Diante da aplicação supletiva das normas de direito penal, fica afastado o princípio tempus regit actum, de modo que a nova redação da Lei de Improbidade Administrativa deve retroagir para alcançar os fatos pretéritos, no que for mais favorável ao réu (AC n. 0900599-55.2017.8.24.0039, TJSC, rel. Des. Paulo Henrique Moritz Martins da Silva, Primeira Câmara de Direito Público, j. 01-02-2022 - grifou-se).

Nesse contexto, as modificações promovidas por força da Lei n. 14.230/2021, em benefício do acusado, devem ser aplicadas mesmo a fatos ocorridos preteritamente.

Vale registrar que o STF reconheceu repercussão geral sobre essa questão, qual seja, "Definição de eventual (ir)retroatividade das disposições da Lei 14.230/2021, em especial, em relação: (I) A necessidade da presença do elemento subjetivo - dolo - para a configuração do ato de improbidade administrativa, inclusive no artigo 10 da LIA; e (II) A aplicação dos novos prazos de prescrição geral e intercorrente" (Tema 1.199/STF).

Porém, não houve determinação de sobrestamento de processos nas instâncias ordinárias, mas tão somente dos recursos especiais, de modo que não há obstáculo ao julgamento do feito.

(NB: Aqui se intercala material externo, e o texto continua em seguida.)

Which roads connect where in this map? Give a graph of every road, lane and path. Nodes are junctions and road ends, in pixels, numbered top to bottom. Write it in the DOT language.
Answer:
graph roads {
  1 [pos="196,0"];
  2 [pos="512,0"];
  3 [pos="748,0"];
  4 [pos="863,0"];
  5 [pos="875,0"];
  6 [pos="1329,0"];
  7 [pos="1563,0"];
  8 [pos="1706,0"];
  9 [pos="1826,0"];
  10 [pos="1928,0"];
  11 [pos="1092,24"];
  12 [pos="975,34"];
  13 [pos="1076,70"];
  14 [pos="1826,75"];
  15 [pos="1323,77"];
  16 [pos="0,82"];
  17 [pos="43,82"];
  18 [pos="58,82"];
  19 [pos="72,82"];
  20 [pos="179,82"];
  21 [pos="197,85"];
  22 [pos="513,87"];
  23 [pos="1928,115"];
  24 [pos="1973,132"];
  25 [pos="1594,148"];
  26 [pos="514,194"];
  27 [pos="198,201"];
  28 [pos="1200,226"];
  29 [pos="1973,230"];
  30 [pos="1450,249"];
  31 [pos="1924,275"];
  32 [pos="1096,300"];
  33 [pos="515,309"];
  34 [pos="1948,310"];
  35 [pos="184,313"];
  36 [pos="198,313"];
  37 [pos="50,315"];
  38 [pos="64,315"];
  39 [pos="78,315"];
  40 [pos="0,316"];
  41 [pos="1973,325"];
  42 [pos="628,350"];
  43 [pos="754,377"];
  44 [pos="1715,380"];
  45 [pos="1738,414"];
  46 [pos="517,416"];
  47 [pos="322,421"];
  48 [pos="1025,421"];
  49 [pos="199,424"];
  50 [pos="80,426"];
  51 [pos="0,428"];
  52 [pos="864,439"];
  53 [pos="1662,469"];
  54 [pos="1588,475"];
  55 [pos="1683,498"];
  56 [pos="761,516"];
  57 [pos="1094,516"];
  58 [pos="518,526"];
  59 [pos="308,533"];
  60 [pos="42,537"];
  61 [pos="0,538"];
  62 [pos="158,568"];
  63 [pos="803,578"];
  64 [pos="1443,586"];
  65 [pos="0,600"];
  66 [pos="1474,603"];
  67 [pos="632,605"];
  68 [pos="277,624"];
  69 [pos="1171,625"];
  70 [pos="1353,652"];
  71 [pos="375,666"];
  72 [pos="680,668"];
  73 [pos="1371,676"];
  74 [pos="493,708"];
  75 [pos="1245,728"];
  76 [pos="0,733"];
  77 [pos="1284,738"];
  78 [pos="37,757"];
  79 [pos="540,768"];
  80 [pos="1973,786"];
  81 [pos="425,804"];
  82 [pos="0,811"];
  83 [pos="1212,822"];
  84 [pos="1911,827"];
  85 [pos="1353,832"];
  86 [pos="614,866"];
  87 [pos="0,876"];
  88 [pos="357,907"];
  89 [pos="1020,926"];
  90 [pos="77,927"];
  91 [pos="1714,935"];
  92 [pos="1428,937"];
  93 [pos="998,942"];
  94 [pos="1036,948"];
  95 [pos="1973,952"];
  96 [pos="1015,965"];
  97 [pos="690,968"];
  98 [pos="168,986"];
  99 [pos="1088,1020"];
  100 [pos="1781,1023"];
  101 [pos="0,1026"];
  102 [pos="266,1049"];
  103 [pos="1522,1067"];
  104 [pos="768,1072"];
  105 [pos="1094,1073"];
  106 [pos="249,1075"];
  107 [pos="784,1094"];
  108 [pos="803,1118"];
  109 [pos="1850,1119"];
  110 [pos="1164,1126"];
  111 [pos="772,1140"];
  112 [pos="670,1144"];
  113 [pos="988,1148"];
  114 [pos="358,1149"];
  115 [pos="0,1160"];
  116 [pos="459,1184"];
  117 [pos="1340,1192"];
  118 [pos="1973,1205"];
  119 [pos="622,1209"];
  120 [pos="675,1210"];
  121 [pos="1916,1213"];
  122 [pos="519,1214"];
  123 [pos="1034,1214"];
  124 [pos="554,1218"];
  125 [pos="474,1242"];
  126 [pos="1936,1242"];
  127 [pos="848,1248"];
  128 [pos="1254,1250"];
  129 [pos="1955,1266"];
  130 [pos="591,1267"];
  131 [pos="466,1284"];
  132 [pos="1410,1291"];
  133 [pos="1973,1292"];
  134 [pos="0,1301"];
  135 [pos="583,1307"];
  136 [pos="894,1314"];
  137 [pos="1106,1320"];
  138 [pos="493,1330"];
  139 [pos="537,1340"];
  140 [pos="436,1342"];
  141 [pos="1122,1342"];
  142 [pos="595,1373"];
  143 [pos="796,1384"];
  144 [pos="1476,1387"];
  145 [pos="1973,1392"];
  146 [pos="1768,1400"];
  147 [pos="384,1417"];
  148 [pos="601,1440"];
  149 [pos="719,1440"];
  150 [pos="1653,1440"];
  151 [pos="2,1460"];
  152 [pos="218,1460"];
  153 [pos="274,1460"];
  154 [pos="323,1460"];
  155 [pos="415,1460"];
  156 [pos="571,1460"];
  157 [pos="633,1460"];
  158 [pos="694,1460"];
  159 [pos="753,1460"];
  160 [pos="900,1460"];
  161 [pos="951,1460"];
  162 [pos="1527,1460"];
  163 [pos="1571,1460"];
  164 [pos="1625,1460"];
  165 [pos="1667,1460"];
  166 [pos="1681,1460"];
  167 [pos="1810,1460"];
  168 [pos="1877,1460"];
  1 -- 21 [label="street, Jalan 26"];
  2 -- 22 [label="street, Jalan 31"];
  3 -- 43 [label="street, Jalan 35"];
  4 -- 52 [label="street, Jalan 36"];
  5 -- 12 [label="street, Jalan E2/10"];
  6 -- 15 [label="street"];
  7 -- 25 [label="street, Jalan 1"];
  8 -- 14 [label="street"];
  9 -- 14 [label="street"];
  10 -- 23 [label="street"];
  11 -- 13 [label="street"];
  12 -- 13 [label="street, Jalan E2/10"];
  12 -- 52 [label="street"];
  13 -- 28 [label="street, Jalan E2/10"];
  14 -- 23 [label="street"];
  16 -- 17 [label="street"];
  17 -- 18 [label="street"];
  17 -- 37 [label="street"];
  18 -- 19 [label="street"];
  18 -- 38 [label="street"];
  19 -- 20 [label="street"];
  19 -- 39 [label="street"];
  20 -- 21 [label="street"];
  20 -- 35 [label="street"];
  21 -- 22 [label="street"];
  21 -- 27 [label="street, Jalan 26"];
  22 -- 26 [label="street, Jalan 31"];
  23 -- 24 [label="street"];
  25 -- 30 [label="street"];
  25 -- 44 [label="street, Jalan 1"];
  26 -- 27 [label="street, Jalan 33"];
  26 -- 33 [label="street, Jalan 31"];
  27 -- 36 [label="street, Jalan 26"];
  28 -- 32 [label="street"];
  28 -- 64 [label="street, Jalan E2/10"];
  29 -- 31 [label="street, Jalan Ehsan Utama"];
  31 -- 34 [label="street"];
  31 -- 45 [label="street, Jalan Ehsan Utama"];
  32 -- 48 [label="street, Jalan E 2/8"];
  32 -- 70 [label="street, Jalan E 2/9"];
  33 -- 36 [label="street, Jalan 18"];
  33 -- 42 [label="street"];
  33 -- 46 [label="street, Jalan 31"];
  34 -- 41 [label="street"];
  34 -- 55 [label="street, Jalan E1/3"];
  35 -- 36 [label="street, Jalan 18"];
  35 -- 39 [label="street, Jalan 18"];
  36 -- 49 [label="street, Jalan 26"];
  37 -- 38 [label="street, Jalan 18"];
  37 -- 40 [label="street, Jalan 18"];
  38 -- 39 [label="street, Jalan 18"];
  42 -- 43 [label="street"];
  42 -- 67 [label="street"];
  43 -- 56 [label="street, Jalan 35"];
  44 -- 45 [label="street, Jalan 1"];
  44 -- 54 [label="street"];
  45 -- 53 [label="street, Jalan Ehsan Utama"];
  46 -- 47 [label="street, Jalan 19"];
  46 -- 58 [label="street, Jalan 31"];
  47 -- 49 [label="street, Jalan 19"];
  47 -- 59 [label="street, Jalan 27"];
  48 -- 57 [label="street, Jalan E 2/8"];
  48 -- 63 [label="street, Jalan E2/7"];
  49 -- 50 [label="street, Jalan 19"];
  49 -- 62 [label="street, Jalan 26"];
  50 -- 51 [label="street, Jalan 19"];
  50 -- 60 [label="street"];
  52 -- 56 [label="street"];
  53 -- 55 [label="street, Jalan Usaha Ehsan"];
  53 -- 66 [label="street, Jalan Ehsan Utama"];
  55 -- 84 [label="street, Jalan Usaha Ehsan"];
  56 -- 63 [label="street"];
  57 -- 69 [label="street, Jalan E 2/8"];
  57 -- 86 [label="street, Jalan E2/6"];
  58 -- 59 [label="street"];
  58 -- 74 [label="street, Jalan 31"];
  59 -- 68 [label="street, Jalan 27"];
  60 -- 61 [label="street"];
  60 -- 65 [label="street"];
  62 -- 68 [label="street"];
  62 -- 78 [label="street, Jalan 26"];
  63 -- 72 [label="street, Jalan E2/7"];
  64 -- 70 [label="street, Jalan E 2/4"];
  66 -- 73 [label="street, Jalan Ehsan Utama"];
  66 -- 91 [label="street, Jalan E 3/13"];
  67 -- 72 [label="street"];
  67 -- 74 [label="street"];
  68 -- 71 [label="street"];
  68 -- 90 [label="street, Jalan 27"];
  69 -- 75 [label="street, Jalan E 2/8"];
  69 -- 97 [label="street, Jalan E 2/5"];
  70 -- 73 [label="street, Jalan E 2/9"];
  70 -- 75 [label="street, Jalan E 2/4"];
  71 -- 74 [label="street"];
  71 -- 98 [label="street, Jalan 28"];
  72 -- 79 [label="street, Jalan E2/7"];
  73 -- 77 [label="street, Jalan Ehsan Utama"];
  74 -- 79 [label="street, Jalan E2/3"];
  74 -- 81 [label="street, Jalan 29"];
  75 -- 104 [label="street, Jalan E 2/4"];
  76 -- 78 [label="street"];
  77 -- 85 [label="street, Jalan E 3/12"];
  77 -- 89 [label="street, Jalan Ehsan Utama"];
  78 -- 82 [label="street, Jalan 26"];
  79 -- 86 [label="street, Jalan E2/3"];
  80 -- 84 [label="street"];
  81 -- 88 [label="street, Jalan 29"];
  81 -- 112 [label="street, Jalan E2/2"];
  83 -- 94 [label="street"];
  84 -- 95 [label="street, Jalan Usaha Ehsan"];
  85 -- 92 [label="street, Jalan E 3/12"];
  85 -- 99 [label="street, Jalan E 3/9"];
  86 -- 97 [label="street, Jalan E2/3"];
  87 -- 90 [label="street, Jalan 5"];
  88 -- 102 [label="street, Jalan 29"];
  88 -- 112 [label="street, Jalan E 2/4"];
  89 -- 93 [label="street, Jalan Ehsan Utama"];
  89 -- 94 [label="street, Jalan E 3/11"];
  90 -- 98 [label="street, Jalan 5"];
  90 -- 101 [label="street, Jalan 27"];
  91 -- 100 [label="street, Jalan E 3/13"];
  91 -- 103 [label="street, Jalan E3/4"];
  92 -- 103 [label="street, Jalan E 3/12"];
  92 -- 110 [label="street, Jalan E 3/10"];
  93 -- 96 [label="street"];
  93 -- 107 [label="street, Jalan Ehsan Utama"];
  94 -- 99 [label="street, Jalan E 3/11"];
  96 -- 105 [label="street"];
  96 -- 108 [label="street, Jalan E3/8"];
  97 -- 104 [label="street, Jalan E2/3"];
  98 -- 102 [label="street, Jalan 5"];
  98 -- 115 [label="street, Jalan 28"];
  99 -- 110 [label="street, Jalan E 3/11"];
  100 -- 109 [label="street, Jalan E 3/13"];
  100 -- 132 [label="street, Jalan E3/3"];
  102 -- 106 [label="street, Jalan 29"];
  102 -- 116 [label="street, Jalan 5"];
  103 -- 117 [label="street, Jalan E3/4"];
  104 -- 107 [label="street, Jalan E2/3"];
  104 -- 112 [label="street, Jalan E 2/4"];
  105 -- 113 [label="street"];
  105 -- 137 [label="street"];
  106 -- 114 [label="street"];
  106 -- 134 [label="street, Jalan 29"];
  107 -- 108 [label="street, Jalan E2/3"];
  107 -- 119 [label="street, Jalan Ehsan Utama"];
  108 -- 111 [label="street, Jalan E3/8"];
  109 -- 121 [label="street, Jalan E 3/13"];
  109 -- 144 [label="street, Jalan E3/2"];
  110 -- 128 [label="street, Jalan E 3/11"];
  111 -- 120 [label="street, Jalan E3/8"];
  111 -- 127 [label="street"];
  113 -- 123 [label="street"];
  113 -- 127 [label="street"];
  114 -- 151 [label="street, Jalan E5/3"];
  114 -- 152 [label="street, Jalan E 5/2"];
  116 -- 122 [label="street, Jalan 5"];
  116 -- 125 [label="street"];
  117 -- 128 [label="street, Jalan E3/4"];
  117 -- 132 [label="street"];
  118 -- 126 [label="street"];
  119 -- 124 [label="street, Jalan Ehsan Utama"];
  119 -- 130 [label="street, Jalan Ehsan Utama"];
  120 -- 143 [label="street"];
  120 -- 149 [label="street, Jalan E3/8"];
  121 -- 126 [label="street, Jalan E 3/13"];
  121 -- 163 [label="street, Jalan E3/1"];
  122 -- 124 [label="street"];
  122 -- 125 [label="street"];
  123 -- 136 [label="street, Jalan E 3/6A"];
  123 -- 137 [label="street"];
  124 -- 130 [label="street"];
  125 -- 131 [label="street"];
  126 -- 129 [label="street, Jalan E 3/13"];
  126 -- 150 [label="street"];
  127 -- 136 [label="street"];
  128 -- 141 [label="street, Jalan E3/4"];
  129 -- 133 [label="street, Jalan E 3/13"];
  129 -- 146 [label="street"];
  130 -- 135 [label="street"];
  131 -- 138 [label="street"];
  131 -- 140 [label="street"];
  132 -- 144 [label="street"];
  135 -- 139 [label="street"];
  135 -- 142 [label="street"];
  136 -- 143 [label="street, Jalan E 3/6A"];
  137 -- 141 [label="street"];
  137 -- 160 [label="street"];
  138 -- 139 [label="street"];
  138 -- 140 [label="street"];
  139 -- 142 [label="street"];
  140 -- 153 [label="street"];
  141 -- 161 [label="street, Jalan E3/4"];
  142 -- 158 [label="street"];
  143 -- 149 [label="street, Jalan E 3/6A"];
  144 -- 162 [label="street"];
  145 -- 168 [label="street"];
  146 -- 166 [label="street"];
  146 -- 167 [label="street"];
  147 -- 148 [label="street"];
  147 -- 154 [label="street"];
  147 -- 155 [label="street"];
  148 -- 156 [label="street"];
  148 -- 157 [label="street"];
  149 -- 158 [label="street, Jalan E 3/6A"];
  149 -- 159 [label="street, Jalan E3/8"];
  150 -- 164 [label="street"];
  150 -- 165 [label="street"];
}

2. Outrossim, tem-se que a pendência de apreciação do Tema 1.042/STJ (que visa "definir se há - ou não - aplicação da figura do reexame necessário nas ações típicas de improbidade administrativa, ajuizadas com esteio na alegada prática de condutas previstas na Lei 8.429/1992 [...])", não impede o trâmite do feito, uma vez que o art. 17-C, § 3º, da LIA, em razão da alteração da Lei n. 14.230/2021, expressamente fez constar que "não haverá remessa necessária nas sentenças de que trata esta Lei".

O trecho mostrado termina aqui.